As we’d drive nearer to a change in the topography or flora, or a lasso of vultures would tighten in the sky overhead, the edges and distinctions becoming more defined again, our eyes and minds would shift back to notice details. As we passed through these, we would relax once more into that easeful somnolence of a Sunday afternoon’s outing and see only large patches of color, texture, movement. A leafy copse at the edge of one of the area’s sweeping ranches first looks like a dark and fuzzy blend of earthy greens and browns, then gradually coalesces into trees and grasses, then proves to be shading a small group of magnificent longhorns who graze steadily, undisturbed by the larger or smaller picture.

I am reminded once more of how small a part of any picture I am, yet how free to be a moving, changing, unique point of interest within it if and as I choose.

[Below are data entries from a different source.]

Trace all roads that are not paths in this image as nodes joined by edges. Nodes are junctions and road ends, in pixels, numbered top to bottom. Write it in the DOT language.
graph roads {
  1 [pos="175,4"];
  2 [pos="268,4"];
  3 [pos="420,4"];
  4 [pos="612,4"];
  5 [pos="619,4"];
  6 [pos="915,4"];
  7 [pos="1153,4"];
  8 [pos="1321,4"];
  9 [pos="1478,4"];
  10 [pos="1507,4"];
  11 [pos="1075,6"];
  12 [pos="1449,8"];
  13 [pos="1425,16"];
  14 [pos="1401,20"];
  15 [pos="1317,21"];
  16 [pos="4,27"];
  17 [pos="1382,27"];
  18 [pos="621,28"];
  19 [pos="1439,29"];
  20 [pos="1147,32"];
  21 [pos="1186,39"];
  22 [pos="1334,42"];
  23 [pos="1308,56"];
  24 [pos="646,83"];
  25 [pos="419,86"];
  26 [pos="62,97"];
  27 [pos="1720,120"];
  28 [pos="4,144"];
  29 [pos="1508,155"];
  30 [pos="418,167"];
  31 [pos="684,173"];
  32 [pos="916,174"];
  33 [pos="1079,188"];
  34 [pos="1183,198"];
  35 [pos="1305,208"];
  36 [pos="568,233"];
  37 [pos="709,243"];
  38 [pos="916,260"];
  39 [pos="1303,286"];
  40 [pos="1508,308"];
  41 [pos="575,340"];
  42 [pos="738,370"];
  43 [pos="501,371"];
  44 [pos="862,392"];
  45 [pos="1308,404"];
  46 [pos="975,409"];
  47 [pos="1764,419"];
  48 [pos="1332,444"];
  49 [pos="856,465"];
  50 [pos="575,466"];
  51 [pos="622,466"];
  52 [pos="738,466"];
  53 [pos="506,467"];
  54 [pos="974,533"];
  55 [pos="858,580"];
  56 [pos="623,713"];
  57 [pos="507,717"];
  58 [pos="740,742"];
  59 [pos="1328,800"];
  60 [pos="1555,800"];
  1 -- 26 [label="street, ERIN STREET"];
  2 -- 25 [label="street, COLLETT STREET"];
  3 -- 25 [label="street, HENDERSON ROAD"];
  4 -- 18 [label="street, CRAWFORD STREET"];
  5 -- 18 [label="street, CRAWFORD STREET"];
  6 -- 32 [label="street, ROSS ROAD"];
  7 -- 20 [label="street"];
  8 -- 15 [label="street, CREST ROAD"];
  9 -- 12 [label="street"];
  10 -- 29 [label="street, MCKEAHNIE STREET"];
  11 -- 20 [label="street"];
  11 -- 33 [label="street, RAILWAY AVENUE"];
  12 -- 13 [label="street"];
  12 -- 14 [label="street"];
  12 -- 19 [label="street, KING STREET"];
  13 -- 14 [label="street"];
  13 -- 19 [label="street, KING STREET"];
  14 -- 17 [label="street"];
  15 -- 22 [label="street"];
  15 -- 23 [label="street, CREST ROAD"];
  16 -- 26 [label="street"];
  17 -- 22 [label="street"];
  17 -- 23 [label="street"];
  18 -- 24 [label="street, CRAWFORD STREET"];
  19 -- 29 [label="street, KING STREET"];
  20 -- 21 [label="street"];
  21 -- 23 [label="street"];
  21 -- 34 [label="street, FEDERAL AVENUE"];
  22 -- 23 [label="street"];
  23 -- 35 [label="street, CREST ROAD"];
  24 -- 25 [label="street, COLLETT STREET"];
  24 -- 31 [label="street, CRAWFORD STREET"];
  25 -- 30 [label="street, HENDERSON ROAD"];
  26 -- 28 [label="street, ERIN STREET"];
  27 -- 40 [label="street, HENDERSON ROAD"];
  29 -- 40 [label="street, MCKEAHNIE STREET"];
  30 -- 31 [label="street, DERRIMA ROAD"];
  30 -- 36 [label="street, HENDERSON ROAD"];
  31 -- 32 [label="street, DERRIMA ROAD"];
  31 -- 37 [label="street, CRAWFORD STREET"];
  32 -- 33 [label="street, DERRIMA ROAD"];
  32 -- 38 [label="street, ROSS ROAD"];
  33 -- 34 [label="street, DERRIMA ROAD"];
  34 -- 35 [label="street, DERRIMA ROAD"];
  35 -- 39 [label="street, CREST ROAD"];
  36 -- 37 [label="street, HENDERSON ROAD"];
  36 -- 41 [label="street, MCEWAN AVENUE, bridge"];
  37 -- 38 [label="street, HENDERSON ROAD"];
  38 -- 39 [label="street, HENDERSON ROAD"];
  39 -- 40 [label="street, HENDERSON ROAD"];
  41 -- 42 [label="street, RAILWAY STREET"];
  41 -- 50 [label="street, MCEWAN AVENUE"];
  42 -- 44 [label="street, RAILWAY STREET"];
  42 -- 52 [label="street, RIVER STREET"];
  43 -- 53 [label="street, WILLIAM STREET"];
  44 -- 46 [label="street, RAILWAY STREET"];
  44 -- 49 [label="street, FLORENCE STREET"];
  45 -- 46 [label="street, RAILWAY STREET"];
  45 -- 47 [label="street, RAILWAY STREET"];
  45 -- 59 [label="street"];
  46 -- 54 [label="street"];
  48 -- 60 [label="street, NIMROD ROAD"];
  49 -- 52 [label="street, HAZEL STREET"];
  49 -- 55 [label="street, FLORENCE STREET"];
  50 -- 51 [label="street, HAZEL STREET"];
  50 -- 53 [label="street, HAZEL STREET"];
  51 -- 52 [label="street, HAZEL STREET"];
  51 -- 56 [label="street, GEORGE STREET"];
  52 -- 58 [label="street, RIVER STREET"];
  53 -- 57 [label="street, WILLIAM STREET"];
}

All of us are both at once: concrete and distinct, yet subsumed in the greater whole as mere specks, little dots of disappearing solidarity within the hazy afternoon of history. I am content.

Well, Aged

I am not in the least opposed to growing older. Or even growing really, really old. I’d just like to do so with a smidgen of style and a jot of class, if I can lay hold of either of these by then. In the meantime, I’m pretty happy that most people don’t think of me as exceedingly geezer-ish—or at least don’t have the temerity to say so to my softly collapsing face. Grey hair and wrinkles, along with all of my more singular scars and bruises acquired along the way, are merely outward expressions of my having lived a life, perfect or not, as opposed to having merely existed on the planet, taking up space without filling it.Drawing + text: Time Flies

I may not be a glorious vintage of anything, but if I’m not exactly well aged, I’m at least, well, aged. And that pleases me quite enough.

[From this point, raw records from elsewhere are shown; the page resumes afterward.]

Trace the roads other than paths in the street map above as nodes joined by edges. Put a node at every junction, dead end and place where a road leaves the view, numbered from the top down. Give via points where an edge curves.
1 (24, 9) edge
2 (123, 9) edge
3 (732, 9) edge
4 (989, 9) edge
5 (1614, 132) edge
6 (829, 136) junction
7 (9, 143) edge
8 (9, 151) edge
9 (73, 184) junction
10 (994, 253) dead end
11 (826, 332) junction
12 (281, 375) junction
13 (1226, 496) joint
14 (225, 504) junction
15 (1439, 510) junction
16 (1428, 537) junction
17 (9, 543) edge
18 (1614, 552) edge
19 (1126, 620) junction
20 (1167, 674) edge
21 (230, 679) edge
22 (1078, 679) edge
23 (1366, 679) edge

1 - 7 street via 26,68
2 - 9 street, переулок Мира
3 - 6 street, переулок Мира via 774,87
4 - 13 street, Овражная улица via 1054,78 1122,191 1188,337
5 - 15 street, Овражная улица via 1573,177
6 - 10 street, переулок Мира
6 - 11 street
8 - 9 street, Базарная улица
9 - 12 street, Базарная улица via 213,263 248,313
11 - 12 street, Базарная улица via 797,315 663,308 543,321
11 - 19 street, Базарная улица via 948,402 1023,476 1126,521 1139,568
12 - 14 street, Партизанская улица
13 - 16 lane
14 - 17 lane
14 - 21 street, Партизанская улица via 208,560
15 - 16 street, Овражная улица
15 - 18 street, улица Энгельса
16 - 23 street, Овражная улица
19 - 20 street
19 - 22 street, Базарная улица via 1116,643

Drawing + text: Finding Contentment

Kath & Mouse

I’ve been blogging daily just long enough, now, that I find it impossible to remember every post I’ve put up thus far, never mind any larger percentage of my life’s epic episodes. It’s nice that many of those events and adventures eventually reappear, at least in teeny-tiny increments, in my shadowy, foggy memory, but I suppose it’s far from essential. We all lose traction in the paths of life at times, and get by as best we can in spite of it all.

Maybe hanging out with the next-door kitty cats so much lately has distracted me a bit more than usual and I can blame their attentions for my current inability to recall if I have posted this little set before; perhaps my brain is already pretty furry anyhow. It hardly matters. I’ll just give you another look. Or a first one. It’s all just a tad cat-and-mouse anyway, what we do here on a day-to-day basis, isn’t it.Drawing + text: Cat and Mouse

Memory is such a volatile, ephemeral, thing, and so subject to filters and interpretation. Like human history in general, if I may say. When I wrote this, I certainly wasn’t expecting (let alone happy to contemplate) that Differentness—racial, gender-related, cultural, and so forth—would still be such unfunnily real divisive poisons in the current day and age. I hope that this will one day be only the humorously cartoonish tale it was designed to be, when I posted it before (if I have), when I blog it today (as I will), and whenever I post it again (for I might very possibly do it all over again, consciously or forgetfully. Ha. Joke’s on me.